# [What the task requires]
If a line in the entries includes "directions", show that line.
-- Data for this exercise follows --
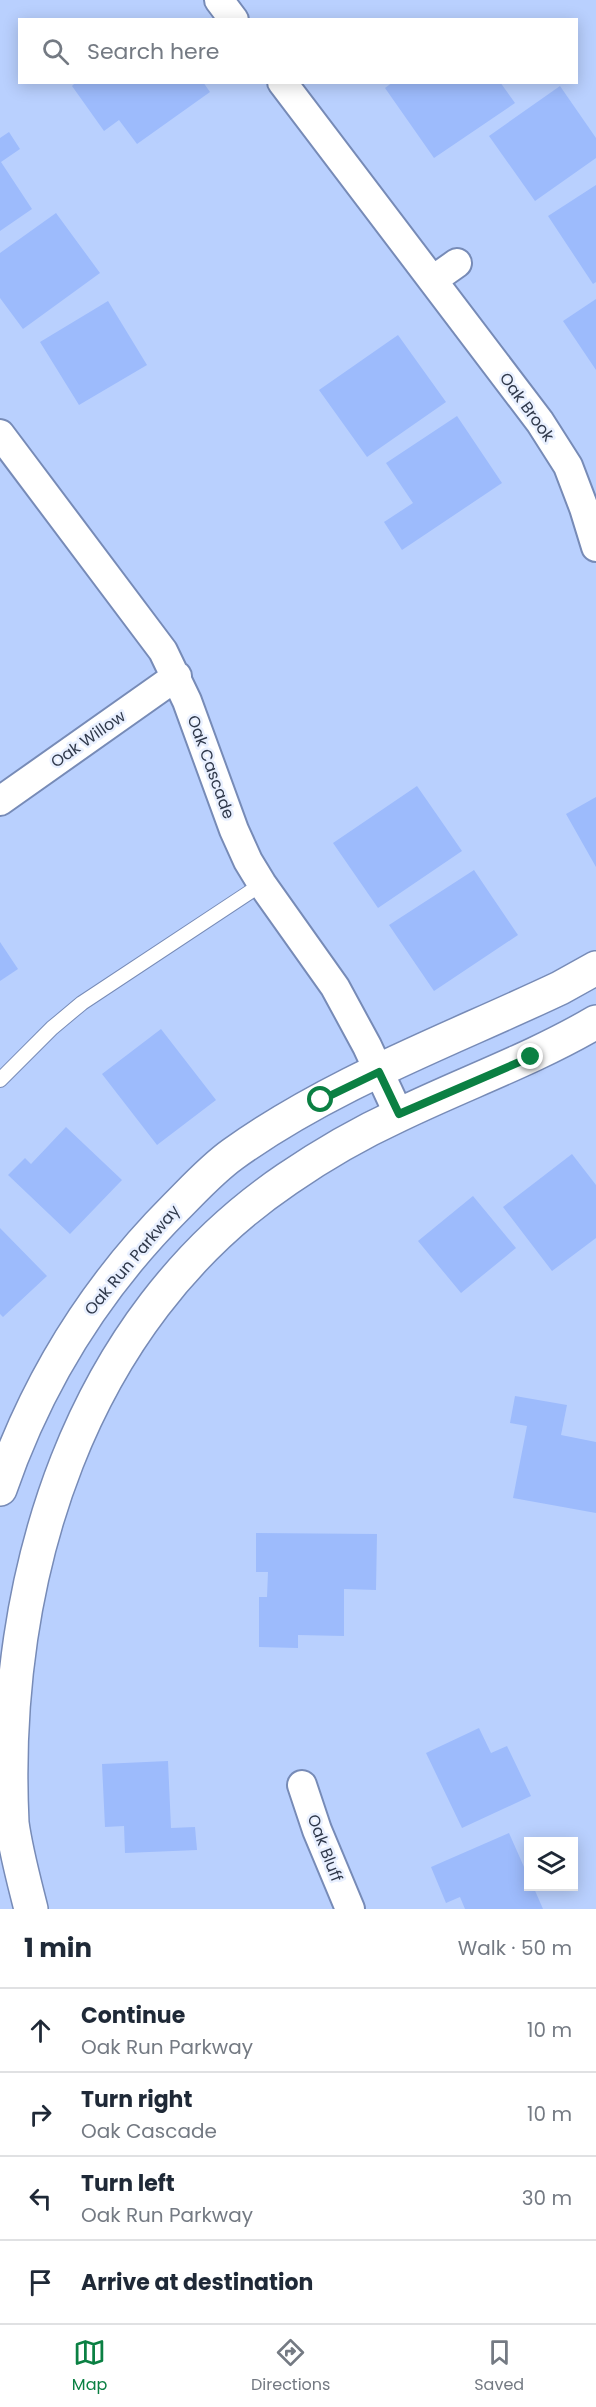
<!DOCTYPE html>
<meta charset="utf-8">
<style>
body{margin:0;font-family:Poppins,sans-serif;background:#f6f6f7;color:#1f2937}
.controls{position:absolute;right:18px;bottom:18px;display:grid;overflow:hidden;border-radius:0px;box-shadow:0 3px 15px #0003}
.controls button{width:54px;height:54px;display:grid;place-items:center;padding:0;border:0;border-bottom:2px solid #e0e1e3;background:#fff;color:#1f2937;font:30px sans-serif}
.stop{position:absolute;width:18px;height:18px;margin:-14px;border:4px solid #0b8043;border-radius:50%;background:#fff}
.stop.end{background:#0b8043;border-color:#fff;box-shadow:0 2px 6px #0008}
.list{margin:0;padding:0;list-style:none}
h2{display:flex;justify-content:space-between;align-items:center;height:78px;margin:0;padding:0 24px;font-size:26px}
h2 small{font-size:20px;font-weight:400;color:#747a83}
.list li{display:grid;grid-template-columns:39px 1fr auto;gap:18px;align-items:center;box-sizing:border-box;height:84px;padding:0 24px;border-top:2px solid #e0e1e3}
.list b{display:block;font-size:22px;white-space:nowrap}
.list p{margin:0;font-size:20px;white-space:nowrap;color:#747a83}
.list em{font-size:20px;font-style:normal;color:#747a83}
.icon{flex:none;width:33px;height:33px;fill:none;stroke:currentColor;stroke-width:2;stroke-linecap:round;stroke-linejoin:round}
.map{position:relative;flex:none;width:596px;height:1909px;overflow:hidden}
.search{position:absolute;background:#fff;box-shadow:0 3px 15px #0003;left:18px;right:18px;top:18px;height:66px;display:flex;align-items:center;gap:15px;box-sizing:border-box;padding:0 21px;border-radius:0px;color:#747a83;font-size:22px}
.sheet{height:414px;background:#fff}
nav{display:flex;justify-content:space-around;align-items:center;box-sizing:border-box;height:84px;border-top:2px solid #e0e1e3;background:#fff;font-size:16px;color:#747a83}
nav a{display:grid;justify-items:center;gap:3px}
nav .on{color:#0b8043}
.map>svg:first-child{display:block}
</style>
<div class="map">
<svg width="596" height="1909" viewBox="0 0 596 1909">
<rect width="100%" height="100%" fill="#b9d0fe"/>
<!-- building -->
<path fill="#9dbbfc" d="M76,82H203L210,92L137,144L119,120L104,131L72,86Z
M393,82H500L515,103L434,158L385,88Z
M560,86L596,138V158L535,201L489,136Z
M9,132L20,149L1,162L32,209L0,231V138Z
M596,185V282L593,284L548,216Z
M56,213L100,273L23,329L0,298V253Z
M596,299V370L563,321Z
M108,301L147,365L79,405L40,342Z
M398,335L446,402L367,457L319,390Z
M457,416L502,483L402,550L384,522L413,503L386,463Z
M417,786L462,851L378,908L333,843Z
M596,797V867L566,814Z
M474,870L518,935L434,991L389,925Z
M0,942L18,969L0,981Z
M161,1029L216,1100L157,1145L102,1074Z
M66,1127L122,1180L70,1234L8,1175L25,1158L31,1164Z
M572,1154L596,1185V1238L552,1271L503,1207Z
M473,1196L516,1248L461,1293L418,1241Z
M0,1228L47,1276L3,1317L0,1314Z
M515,1396L567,1405L561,1435L596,1442V1513L513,1498L527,1426L510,1423Z
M256,1533L377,1534L376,1590L344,1589V1636L298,1635V1648L259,1647V1597H267L268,1572H256Z
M479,1728L491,1753L507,1746L531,1796L462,1828L426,1753Z
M168,1761L171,1828L195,1827L197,1850L125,1853L124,1826L105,1827L102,1764Z
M509,1833L528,1876V1886H533L543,1909H465L460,1897L446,1903L431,1867Z"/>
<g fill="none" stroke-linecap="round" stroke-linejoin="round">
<!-- service casing -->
<g stroke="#778bb7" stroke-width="16">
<path id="service" d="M0,1080L52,1028L82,1003L262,884"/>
</g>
<!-- minor casing -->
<g stroke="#778bb7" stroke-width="32">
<path id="minor" d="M219,0L234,20
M282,82L540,422L568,466L584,508L596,547
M433,280L457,263
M0,434L163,651L187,701L234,830L248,861L262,884L335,987L367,1046L399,1115
M0,801L177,676
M302,1785L317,1830L350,1909"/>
</g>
<!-- tertiary casing -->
<g stroke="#778bb7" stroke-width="36">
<path id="tertiary" d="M0,1489C37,1382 96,1287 176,1207C194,1189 212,1169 233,1154C332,1083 450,1040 560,988L596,968
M31,1909C24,1881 16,1852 12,1823C0,1577 79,1320 287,1179C322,1155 360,1133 399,1115C465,1083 533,1059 596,1022"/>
</g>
<!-- service -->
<use href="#service" stroke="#fff" stroke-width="14"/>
<!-- minor -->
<use href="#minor" stroke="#fff" stroke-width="28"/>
<!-- tertiary -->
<use href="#tertiary" stroke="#fff" stroke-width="33"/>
</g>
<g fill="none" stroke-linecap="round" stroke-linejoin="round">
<!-- route -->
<path stroke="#0b8043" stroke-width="8" d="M321,1100L379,1072L399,1114L531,1057"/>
</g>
<g text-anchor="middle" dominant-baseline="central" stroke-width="5" stroke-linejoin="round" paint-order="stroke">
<!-- street labels -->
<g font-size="16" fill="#2f384a" stroke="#e9f0ff">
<text transform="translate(527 407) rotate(54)">Oak Brook</text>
<text transform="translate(88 739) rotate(-35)">Oak Willow</text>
<text transform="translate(211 767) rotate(70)">Oak Cascade</text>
<text transform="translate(132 1260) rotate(-50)">Oak Run Parkway</text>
<text transform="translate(325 1848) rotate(69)">Oak Bluff</text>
</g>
</g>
</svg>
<div class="controls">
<button><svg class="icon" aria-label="layers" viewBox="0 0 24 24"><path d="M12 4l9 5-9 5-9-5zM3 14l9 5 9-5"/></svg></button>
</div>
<div class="stop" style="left:321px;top:1100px"></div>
<div class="stop end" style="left:531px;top:1057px"></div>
<div class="search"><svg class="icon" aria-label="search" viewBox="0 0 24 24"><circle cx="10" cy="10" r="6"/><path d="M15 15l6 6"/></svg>Search here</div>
</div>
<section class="sheet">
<h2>1 min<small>Walk · 50 m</small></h2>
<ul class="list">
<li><svg class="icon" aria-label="ahead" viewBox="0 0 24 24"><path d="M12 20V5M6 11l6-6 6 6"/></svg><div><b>Continue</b><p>Oak Run Parkway</p></div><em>10 m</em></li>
<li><svg class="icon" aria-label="right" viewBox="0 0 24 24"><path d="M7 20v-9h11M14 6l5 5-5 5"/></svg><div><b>Turn right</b><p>Oak Cascade</p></div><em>10 m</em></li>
<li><svg class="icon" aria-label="left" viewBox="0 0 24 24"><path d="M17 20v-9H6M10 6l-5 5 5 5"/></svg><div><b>Turn left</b><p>Oak Run Parkway</p></div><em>30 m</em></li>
<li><svg class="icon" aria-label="arrive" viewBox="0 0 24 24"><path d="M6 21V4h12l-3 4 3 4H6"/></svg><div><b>Arrive at destination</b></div></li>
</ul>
</section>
<nav>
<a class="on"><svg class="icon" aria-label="map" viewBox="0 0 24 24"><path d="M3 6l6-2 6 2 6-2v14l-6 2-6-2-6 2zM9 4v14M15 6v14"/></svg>Map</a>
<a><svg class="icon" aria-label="directions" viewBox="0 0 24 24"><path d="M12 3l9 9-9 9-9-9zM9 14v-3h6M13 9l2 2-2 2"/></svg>Directions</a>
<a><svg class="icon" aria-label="saved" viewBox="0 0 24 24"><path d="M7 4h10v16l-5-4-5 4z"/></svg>Saved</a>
</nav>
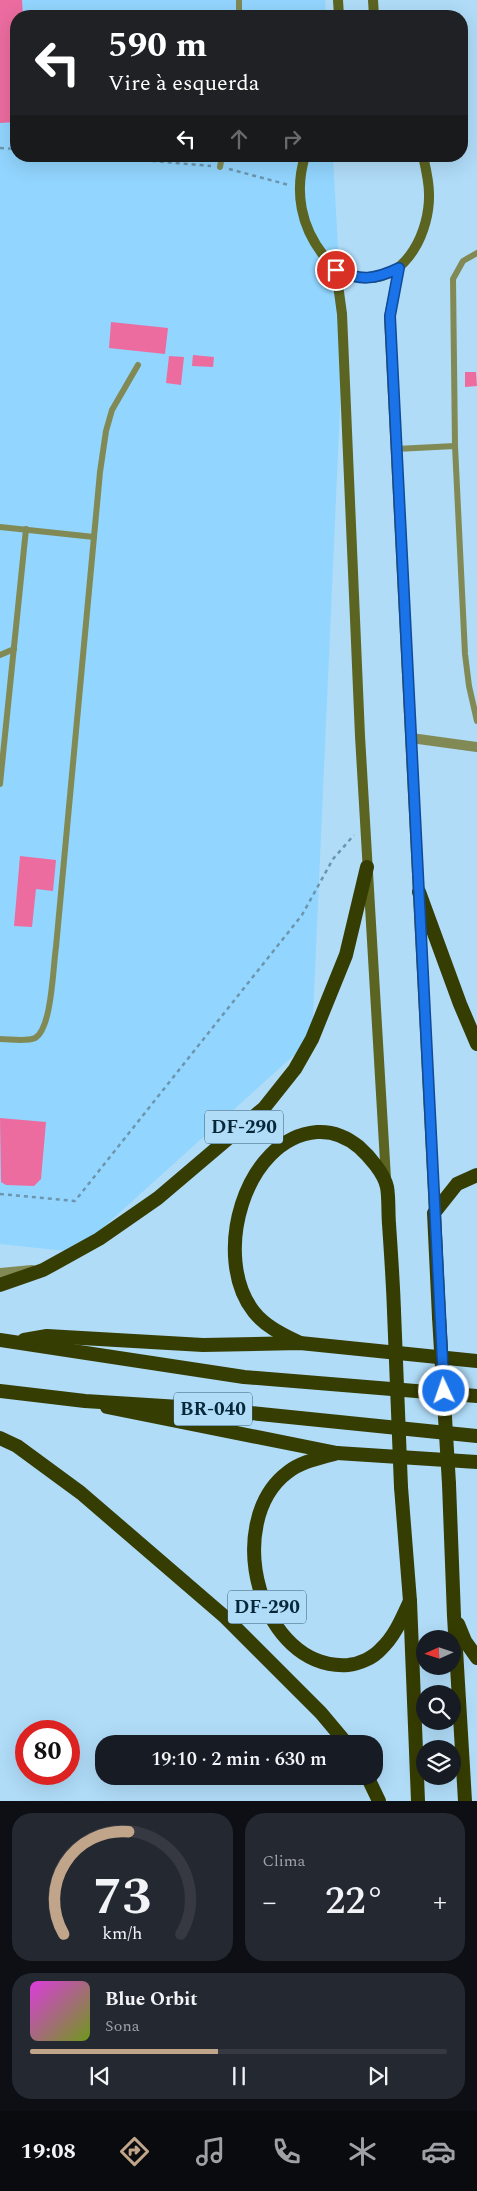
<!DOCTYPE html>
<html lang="pt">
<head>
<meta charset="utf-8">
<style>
  body { margin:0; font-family:Spectral,serif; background:#242831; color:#f1f3f6; height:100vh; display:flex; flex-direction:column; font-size:19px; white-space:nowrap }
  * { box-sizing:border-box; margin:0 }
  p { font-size:16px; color:#9ea1a6 }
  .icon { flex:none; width:28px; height:28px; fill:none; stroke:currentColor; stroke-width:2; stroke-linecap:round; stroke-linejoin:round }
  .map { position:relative; height:1801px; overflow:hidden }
  .side { display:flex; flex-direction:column; gap:12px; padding:12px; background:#0d0f14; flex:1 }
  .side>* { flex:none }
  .banner { position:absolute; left:10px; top:10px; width:458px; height:152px; border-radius:20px; box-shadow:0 5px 20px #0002; background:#202124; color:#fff; overflow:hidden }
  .needle { width:32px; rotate:267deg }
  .tools { position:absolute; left:416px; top:1630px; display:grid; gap:10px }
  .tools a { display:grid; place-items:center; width:45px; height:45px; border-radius:50%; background:#171b24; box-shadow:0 5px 20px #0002; font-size:25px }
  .speed { position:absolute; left:15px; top:1720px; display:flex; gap:10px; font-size:25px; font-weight:700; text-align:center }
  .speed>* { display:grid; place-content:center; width:65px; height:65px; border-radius:50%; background:#171b24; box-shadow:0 5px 20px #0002; line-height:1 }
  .speed .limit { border:8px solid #d22; background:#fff; color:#111 }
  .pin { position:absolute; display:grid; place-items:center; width:42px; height:42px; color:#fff; margin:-21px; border:2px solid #fff; border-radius:50%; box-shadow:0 1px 5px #0007 }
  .me { position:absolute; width:55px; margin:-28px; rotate:357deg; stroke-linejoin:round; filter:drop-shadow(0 0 4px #0008) }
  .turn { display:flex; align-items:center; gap:18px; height:105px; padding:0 15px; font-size:22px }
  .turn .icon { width:65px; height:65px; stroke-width:2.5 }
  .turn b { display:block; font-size:35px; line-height:42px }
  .lanes { display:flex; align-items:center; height:48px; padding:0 15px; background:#0003; justify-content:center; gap:25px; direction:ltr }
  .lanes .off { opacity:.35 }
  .big { font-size:38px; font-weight:600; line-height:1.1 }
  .side .tile { flex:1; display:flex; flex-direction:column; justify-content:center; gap:8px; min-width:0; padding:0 18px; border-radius:20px; background:#242831 }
  .side .dial { align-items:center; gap:0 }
  .dial svg { height:130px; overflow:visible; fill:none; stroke:#363941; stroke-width:7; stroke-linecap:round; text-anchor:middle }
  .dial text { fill:#f1f3f6; stroke:none }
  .song { display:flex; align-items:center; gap:15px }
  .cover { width:60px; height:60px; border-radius:8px; background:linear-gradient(135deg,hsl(300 70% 55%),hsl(80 70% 35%)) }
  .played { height:5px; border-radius:2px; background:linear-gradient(90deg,#c0a58b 45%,#363941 45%) }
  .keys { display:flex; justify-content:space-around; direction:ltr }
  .heat { display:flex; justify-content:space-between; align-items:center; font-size:28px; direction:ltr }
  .side .tiles { flex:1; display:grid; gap:12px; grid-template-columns:1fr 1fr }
  .tile:last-child { grid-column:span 2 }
  .trip { position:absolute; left:95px; top:1735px; width:288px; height:50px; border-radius:20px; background:#171b24; box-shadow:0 5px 20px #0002; font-weight:600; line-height:50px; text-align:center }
  .tab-bar { display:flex; height:80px; justify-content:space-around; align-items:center; background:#090b0e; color:#9ea1a6 }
  .tab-bar .icon { width:35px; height:35px }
  .tab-bar .active { color:#c0a58b }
  .tab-bar b { font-size:22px; color:#f1f3f6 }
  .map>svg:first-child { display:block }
  .built { fill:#92d5fe }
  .building { fill:#ec6ca0 }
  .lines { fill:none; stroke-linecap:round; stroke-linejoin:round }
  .path { stroke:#6d95ad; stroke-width:2.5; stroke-dasharray:4 4; stroke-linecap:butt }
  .service { stroke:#818a55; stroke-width:6 }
  .tertiary { stroke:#818a55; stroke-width:10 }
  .secondary { stroke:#5b6421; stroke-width:10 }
  .trunk { stroke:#363d02; stroke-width:14 }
  .trunk-bridge { stroke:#363d02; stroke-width:14 }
  .route-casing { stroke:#114b97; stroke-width:12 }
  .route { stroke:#1a73e8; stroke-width:9 }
  .labels { text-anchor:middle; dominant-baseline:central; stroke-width:4; stroke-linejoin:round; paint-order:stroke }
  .shield { fill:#b0dcf8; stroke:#385d72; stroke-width:1 }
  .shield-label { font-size:19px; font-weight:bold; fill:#052739 }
</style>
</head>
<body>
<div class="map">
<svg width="477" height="1801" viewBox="0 0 477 1801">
  <rect width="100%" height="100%" fill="#b0dcf8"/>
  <polygon class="built" points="0,0 325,0 326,16 16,16 16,156 333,156 343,340 312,1039 76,1252 0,1244"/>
  <g class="building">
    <polygon points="0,0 22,0 23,16 16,16 16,122 0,123"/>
    <polygon points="111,322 168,328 165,354 109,348"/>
    <polygon points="193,355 214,357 213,367 192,366"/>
    <polygon points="169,356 184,357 181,385 166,383"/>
    <polygon points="465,372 476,372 477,386 465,387"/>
    <polygon points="20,856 56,860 53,891 36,889 32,927 14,926"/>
    <polygon points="0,1118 46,1122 41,1179 34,1186 6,1185 1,1182"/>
  </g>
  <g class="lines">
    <g class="path">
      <polyline points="0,148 16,149"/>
      <polyline points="96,156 211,166"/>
      <polyline points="229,169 289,185"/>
      <polyline points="0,1194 75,1201 302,915 333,859 354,835"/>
    </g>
    <g class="service">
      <polyline points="239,16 239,0"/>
      <polyline points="220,167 222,156"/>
      <polyline points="477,253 463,261 453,279 455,446 465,654 469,686 477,721"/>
      <polyline points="396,449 455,446"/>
      <polyline points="0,527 94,537"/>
      <polyline points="0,655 14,649"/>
      <polyline points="0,784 26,529"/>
      <path d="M0,1039C10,1039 26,1042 35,1038C52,1029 53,966 56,947L100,472L106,431L112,410L138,365"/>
    </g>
    <g class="tertiary">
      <polyline points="411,738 477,747"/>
      <polyline points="0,1273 32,1270"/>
    </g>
    <g class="secondary">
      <polyline points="338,0 339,16"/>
      <polyline points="373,0 374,16"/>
      <path d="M305,156C294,192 301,227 324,256C336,270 347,278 366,278C408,280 430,229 429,194C429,181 426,169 423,156"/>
      <polyline points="399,268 389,317 434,1213"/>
      <polyline points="336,270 342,314 360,736 386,1179"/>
    </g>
    <g class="trunk">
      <polyline points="419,892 460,1004 477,1044"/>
      <polyline points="0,1285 43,1270 99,1239 158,1198 264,1108 295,1069 312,1039 346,955 367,867"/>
      <polyline points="439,1317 434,1213 457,1184 477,1175"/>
      <polyline points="0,1340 244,1377 477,1396"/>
      <polyline points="24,1340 47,1336 203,1345 300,1343 477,1361"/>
      <path d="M300,1343C284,1335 266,1327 254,1312C211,1258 244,1138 317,1132C333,1131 347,1137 359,1147C369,1156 384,1173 387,1187C389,1198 388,1212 389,1224C391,1253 393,1282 394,1311"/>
      <polyline points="0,1391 85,1401 211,1409 477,1436"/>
      <polyline points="107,1407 337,1453 477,1462"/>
      <polyline points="0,1438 17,1446 81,1493 225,1617 321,1713 347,1744"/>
      <path d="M337,1453C321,1458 302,1461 288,1472C221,1522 260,1671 348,1665C359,1664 373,1658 381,1649C395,1636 402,1618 410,1601"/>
      <polyline points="449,1484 454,1616 465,1801"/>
      <polyline points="401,1487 410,1601 418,1801"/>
      <polyline points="458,1624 465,1641 477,1658"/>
      <polyline points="367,1776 379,1801"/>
    </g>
    <g class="trunk-bridge">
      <polyline points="394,1311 401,1487"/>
      <polyline points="439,1317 449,1484"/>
    </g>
  </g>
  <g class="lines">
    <defs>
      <path id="route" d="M336,270C361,281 374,280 399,268L390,316L444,1391"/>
    </defs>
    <use href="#route" class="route-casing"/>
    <use href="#route" class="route"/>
  </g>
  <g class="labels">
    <g class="shield">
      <rect x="205" y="1110.5" width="78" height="33" rx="4"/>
      <rect x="174" y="1392.5" width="78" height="33" rx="4"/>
      <rect x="228" y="1590.5" width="78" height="33" rx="4"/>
    </g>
    <g class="shield-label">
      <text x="244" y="1127">DF-290</text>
      <text x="213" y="1409">BR-040</text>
      <text x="267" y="1607">DF-290</text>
    </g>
  </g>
</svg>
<div class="tools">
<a><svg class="needle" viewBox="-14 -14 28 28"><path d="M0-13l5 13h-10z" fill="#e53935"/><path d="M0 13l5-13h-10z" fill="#9ea1a6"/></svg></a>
<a><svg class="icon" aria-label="search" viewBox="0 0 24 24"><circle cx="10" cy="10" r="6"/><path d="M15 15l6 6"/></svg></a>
<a><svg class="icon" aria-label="layers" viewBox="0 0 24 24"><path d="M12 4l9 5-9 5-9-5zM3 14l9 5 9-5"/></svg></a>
</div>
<div class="speed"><div class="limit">80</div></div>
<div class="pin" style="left:336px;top:270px;background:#d93025"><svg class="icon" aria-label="arrive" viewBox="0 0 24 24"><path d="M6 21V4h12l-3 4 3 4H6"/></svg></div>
<svg class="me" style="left:444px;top:1391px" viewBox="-20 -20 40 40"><circle r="17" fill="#1a73e8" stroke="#fff" stroke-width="3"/><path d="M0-11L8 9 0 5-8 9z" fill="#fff"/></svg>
<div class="trip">19:10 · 2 min · 630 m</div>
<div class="banner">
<div class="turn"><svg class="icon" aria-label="left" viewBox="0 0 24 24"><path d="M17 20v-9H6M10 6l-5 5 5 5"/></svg><div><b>590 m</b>Vire à esquerda</div></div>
<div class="lanes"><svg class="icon" aria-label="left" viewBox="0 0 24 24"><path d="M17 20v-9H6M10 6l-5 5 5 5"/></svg><svg class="icon off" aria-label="ahead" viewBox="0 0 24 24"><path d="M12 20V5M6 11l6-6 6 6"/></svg><svg class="icon off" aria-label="right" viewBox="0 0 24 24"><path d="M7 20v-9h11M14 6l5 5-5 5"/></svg></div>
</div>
</div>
<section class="side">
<div class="tiles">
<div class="tile dial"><svg viewBox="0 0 100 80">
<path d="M14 69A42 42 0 1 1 86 69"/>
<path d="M14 69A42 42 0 0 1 54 6" stroke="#c0a58b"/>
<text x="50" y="56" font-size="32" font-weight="700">73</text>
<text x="50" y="72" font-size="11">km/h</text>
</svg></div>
<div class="tile"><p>Clima</p>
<div class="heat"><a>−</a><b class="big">22°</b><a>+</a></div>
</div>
<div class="tile">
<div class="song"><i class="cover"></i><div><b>Blue Orbit</b><p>Sona</p></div></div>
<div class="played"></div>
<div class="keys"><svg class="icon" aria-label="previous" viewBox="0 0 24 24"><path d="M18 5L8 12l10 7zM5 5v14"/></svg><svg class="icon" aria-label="pause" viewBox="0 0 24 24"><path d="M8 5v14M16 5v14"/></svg><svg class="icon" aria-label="next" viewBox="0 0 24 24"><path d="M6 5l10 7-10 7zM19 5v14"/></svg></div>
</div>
</div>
</section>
<nav class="tab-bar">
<b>19:08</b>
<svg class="icon active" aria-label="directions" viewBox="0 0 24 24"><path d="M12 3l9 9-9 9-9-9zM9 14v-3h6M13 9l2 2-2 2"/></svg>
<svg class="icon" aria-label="music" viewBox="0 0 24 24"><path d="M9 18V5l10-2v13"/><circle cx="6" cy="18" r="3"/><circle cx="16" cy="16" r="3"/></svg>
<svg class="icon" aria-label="phone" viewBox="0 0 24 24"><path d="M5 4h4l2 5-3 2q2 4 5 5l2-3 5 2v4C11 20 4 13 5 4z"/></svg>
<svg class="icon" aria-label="climate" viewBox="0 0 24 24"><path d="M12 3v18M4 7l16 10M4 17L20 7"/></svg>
<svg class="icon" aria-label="car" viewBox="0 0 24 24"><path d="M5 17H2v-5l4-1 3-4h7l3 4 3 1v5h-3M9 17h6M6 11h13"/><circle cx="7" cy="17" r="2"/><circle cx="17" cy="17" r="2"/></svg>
</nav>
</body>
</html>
-- Data for this exercise concluded --
# [Task solution]
<a><svg class="icon" aria-label="directions" viewBox="0 0 24 24"><path d="M12 3l9 9-9 9-9-9zM9 14v-3h6M13 9l2 2-2 2"/></svg>Directions</a>
<svg class="icon active" aria-label="directions" viewBox="0 0 24 24"><path d="M12 3l9 9-9 9-9-9zM9 14v-3h6M13 9l2 2-2 2"/></svg>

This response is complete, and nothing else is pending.